=== Section Start ===

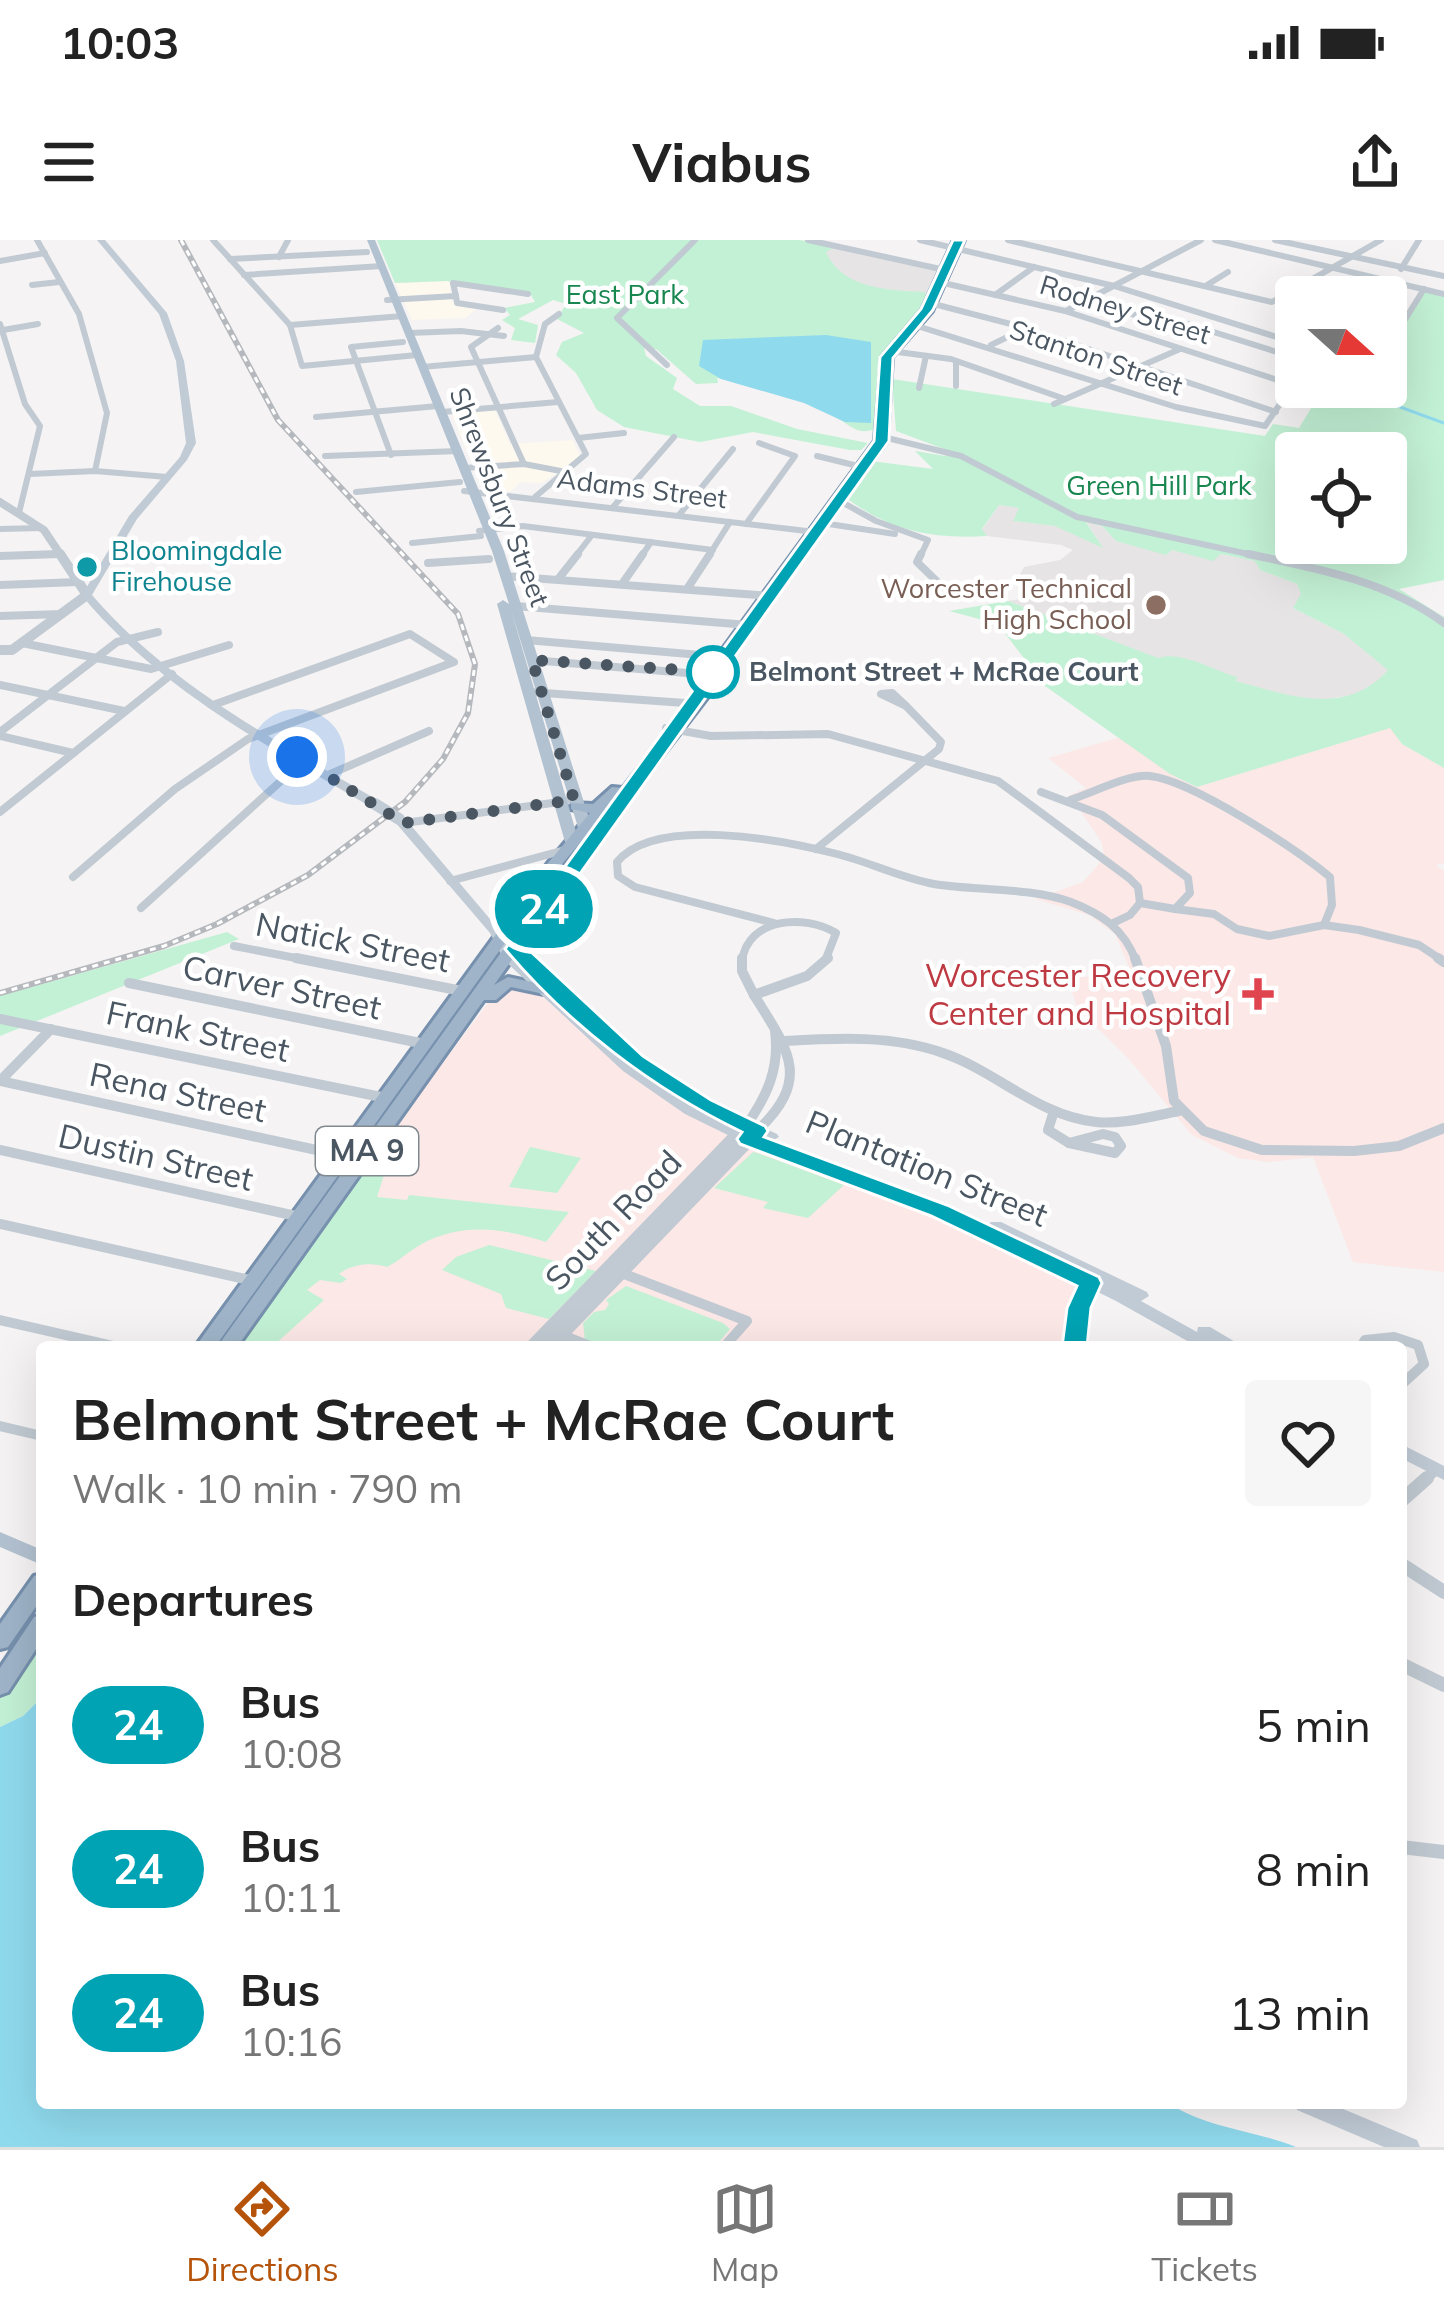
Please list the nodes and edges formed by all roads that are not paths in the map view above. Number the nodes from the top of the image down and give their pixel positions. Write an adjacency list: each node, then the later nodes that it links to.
1 (37, 240): 19 (street)
2 (101, 240): 107 (main road)
3 (212, 240): 23 (street)
4 (288, 240): 21 (street)
5 (695, 240): 77 (street)
6 (808, 240): 31 (street)
7 (920, 240): 17 (street)
8 (1008, 240): 18 (street)
9 (1056, 240): 18 (street)
10 (1202, 240): 32 (street)
11 (1215, 240): 20 (street)
12 (1275, 240): 15 (street)
13 (1381, 240): 22 (street)
14 (1419, 240): 30 (street)
15 (1289, 241): 20 (street); 22 (street)
16 (367, 244): 21 (street); 27 (main road, Shrewsbury Street)
17 (957, 244): 28 (street); 31 (highway)
18 (1048, 249): 32 (street)
19 (45, 253): 24 (street); 25 (street)
20 (1269, 253): 29 (street)
21 (279, 256): 23 (street)
22 (1350, 258): 29 (street); 30 (street)
23 (230, 260): 34 (street)
24 (0, 261)
25 (49, 264): 26 (street); 36 (street)
26 (32, 266)
27 (377, 266): 34 (street); 46 (main road, Shrewsbury Street)
28 (1034, 267): 40 (street); 44 (street)
29 (1332, 268): 39 (street); 41 (street)
30 (1400, 269): 35 (street)
31 (945, 270): 37 (highway)
32 (1143, 271): 39 (street); 40 (street)
33 (1228, 272): 39 (street)
34 (244, 275): 58 (street)
35 (1444, 277)
36 (59, 282): 38 (street); 104 (street)
37 (939, 282): 44 (street, Rodney Street); 48 (highway)
38 (32, 285)
39 (1207, 285)
40 (1114, 286): 47 (street); 56 (street)
41 (1424, 289): 43 (street); 53 (street)
42 (528, 294): 45 (street)
43 (1444, 294)
44 (995, 295): 50 (street, Rodney Street)
45 (456, 296): 46 (street); 49 (street)
46 (391, 299): 52 (main road, Shrewsbury Street)
47 (1084, 301): 50 (street); 55 (street)
48 (930, 303): 59 (highway); 60 (street)
49 (502, 310)
50 (1066, 311): 68 (street, Rodney Street)
51 (559, 314): 72 (street)
52 (398, 316): 58 (street); 66 (main road, Shrewsbury Street)
53 (1407, 316)
54 (1166, 317): 63 (street)
55 (1146, 318)
56 (1235, 323): 63 (street); 65 (street)
57 (38, 324): 61 (street)
58 (290, 325): 74 (street)
59 (914, 325): 67 (street, Stanton Street); 69 (highway)
60 (1026, 328): 67 (street); 78 (street)
61 (2, 331): 106 (street)
62 (501, 332): 64 (street)
63 (1214, 332): 70 (street)
64 (488, 334): 66 (street); 76 (street)
65 (1275, 336)
66 (406, 338): 73 (main road, Shrewsbury Street); 74 (street)
67 (992, 345): 80 (street, Stanton Street)
68 (1180, 349): 78 (street); 79 (street, Rodney Street)
69 (890, 351): 71 (street); 93 (highway)
70 (1275, 351)
71 (926, 356): 75 (street); 82 (street)
72 (536, 357): 76 (street); 84 (street)
73 (416, 359): 74 (street); 76 (street); 87 (main road, Shrewsbury Street)
74 (356, 361): 89 (street)
75 (956, 361): 81 (street); 83 (street)
76 (477, 362): 86 (street)
77 (668, 365)
78 (1140, 366): 80 (street); 90 (street)
79 (1275, 380)
80 (1102, 382): 83 (street); 90 (street, Stanton Street)
81 (956, 386)
82 (919, 388)
83 (1065, 399): 85 (street)
84 (558, 402): 86 (street); 95 (street)
85 (1054, 404)
86 (499, 407): 87 (street); 102 (street)
87 (436, 408): 89 (street); 98 (main road, Shrewsbury Street)
88 (1279, 408): 90 (street)
89 (374, 412): 91 (street); 99 (street)
90 (1276, 412)
91 (316, 417)
92 (624, 433): 95 (street)
93 (883, 436): 103 (highway, MA 9); 144 (street)
94 (674, 437): 113 (street)
95 (578, 438): 105 (street)
96 (759, 443): 117 (street)
97 (733, 449): 115 (street)
98 (452, 451): 99 (street); 108 (main road, Shrewsbury Street)
99 (391, 455): 100 (street)
100 (325, 456)
101 (818, 456): 103 (street)
102 (524, 464): 105 (street); 108 (street)
103 (862, 466): 111 (highway, MA 9)
104 (95, 471): 106 (street); 107 (street)
105 (566, 472): 110 (street)
106 (30, 474): 114 (street)
107 (167, 477): 131 (main road)
108 (465, 483): 109 (street); 110 (street, Adams Street); 121 (main road, Shrewsbury Street)
109 (356, 492)
110 (535, 497): 113 (street, Adams Street)
111 (838, 500): 119 (highway, MA 9); 122 (street)
112 (0, 503): 114 (street, Plantation Street)
113 (613, 507): 115 (street, Adams Street)
114 (19, 514): 118 (street, Plantation Street)
115 (680, 515): 116 (street, Adams Street)
116 (730, 522): 117 (street, Adams Street); 126 (street)
117 (746, 524): 119 (street, Adams Street)
118 (42, 528): 120 (street); 127 (street, Plantation Street)
119 (818, 528): 122 (street, Adams Street); 139 (highway, MA 9)
120 (0, 529)
121 (483, 532): 123 (street); 124 (street); 129 (main road, Shrewsbury Street); 132 (main road, Shrewsbury Street)
122 (911, 534): 140 (street)
123 (592, 535): 125 (street); 133 (street)
124 (412, 542)
125 (651, 542): 126 (street); 135 (street)
126 (713, 550): 137 (street)
127 (59, 554): 128 (street); 134 (street, Plantation Street)
128 (0, 556)
129 (489, 559): 130 (street); 156 (main road, Shrewsbury Street)
130 (428, 563)
131 (99, 575): 134 (main road); 138 (main road)
132 (506, 576): 133 (street); 141 (main road, Shrewsbury Street)
133 (559, 578): 135 (street)
134 (77, 580): 136 (street); 138 (street, Plantation Street)
135 (622, 584): 137 (street)
136 (0, 585)
137 (687, 589): 139 (street)
138 (87, 595): 142 (street); 146 (main road, Plantation Street)
139 (770, 596): 145 (highway, MA 9)
140 (954, 598)
141 (515, 606): 145 (street); 147 (main road, Shrewsbury Street)
142 (62, 614): 143 (street); 149 (street)
143 (0, 616)
144 (1444, 623)
145 (748, 625): 150 (highway, MA 9)
146 (133, 638): 151 (street); 153 (main road, Plantation Street)
147 (526, 640): 150 (street); 152 (main road, Shrewsbury Street)
148 (229, 645): 153 (street)
149 (8, 650): 151 (street)
150 (724, 657): 154 (highway, MA 9)
151 (99, 658): 153 (street); 157 (street)
152 (532, 660): 154 (street); 156 (main road, Shrewsbury Street)
153 (167, 670): 159 (main road, Plantation Street); 161 (street)
154 (711, 675): 158 (highway, MA 9); 162 (highway, MA 9)
155 (0, 685): 157 (street)
156 (536, 692): 158 (street); 173 (main road, Shrewsbury Street)
157 (48, 695): 161 (street); 164 (street)
158 (685, 703): 162 (highway, MA 9)
159 (213, 705): 165 (main road, Plantation Street); 165 (street)
160 (906, 706): 168 (street)
161 (124, 711): 166 (street)
162 (671, 730): 168 (street); 172 (highway, MA 9); 176 (highway, MA 9)
163 (429, 731): 169 (street)
164 (0, 734): 166 (street)
165 (262, 735): 167 (main road, Plantation Street); 178 (street)
166 (73, 753): 174 (street)
167 (303, 761): 169 (main road, Plantation Street); 181 (street)
168 (928, 761): 177 (street); 180 (street)
169 (328, 776): 175 (main road, Plantation Street, bridge)
170 (1041, 792): 171 (street)
171 (1070, 800): 182 (street); 185 (street)
172 (606, 804): 173 (highway); 176 (highway, MA 9)
173 (570, 807): 175 (street); 176 (highway)
174 (0, 812)
175 (402, 821): 179 (main road, Plantation Street)
176 (583, 838): 179 (street); 187 (highway, MA 9)
177 (816, 849): 183 (street); 184 (street)
178 (73, 877)
179 (450, 880): 187 (main road, Plantation Street)
180 (1140, 903): 182 (street); 184 (street)
181 (141, 908)
182 (1175, 909): 185 (street)
183 (775, 923): 192 (street); 192 (street)
184 (1113, 923): 202 (street)
185 (1324, 925): 188 (street)
186 (234, 946): 191 (street, Natick Street)
187 (508, 948): 190 (main road, Plantation Street); 191 (highway, MA 9); 198 (highway, MA 9); 204 (main road, Plantation Street)
188 (1444, 962)
189 (129, 982): 197 (street, Carver Street)
190 (544, 989): 198 (highway); 204 (main road, Plantation Street)
191 (462, 991): 197 (highway, MA 9)
192 (754, 995): 194 (street)
193 (0, 1019): 195 (street, Frank Street)
194 (774, 1028): 196 (street); 204 (street)
195 (51, 1029): 199 (street); 200 (street, Frank Street)
196 (785, 1041): 201 (street); 204 (street)
197 (425, 1043): 200 (highway, MA 9)
198 (425, 1072): 217 (highway, MA 9)
199 (0, 1081): 207 (street, Rena Street)
200 (386, 1098): 207 (highway, MA 9)
201 (1054, 1111): 202 (street); 205 (street)
202 (1179, 1111): 203 (street)
203 (1444, 1128)
204 (747, 1132): 210 (street, South Road); 211 (main road, Plantation Street)
205 (1069, 1143)
206 (0, 1150): 208 (street, Dustin Street)
207 (344, 1156): 208 (highway, MA 9)
208 (301, 1217): 212 (highway, MA 9)
209 (0, 1224): 212 (street)
210 (614, 1270): 214 (street, South Road); 221 (street)
211 (1095, 1279): 222 (street); 223 (main road, Plantation Street); 224 (main road, Plantation Street)
212 (254, 1280): 216 (highway, MA 9)
213 (0, 1320): 215 (street)
214 (555, 1332): 218 (street, South Road); 219 (street, South Road); 220 (street)
215 (92, 1341)
216 (209, 1341)
217 (230, 1341)
218 (541, 1341)
219 (551, 1341)
220 (577, 1341)
221 (729, 1341)
222 (1075, 1341)
223 (1200, 1341)
224 (1219, 1341)
225 (1364, 1341): 226 (street)
226 (1398, 1341)
227 (1407, 1343): 228 (street)
228 (1407, 1376)
229 (0, 1426): 230 (street)
230 (36, 1435)
231 (1407, 1453): 232 (main road)
232 (1440, 1472): 233 (street)
233 (1407, 1497)
234 (0, 1539): 235 (main road)
235 (36, 1555)
236 (1407, 1568): 238 (street)
237 (36, 1590): 240 (highway)
238 (1444, 1592)
239 (36, 1633): 243 (highway)
240 (5, 1634)
241 (1407, 1667): 242 (street)
242 (1444, 1684)
243 (0, 1686)
244 (1407, 1848): 245 (street)
245 (1444, 1852)
246 (1351, 2112): 247 (main road)
247 (1409, 2147)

=== Section End ===

Count the lines of the data that contain the string "Frank", and reply with that number alone.

» Exercise output: 2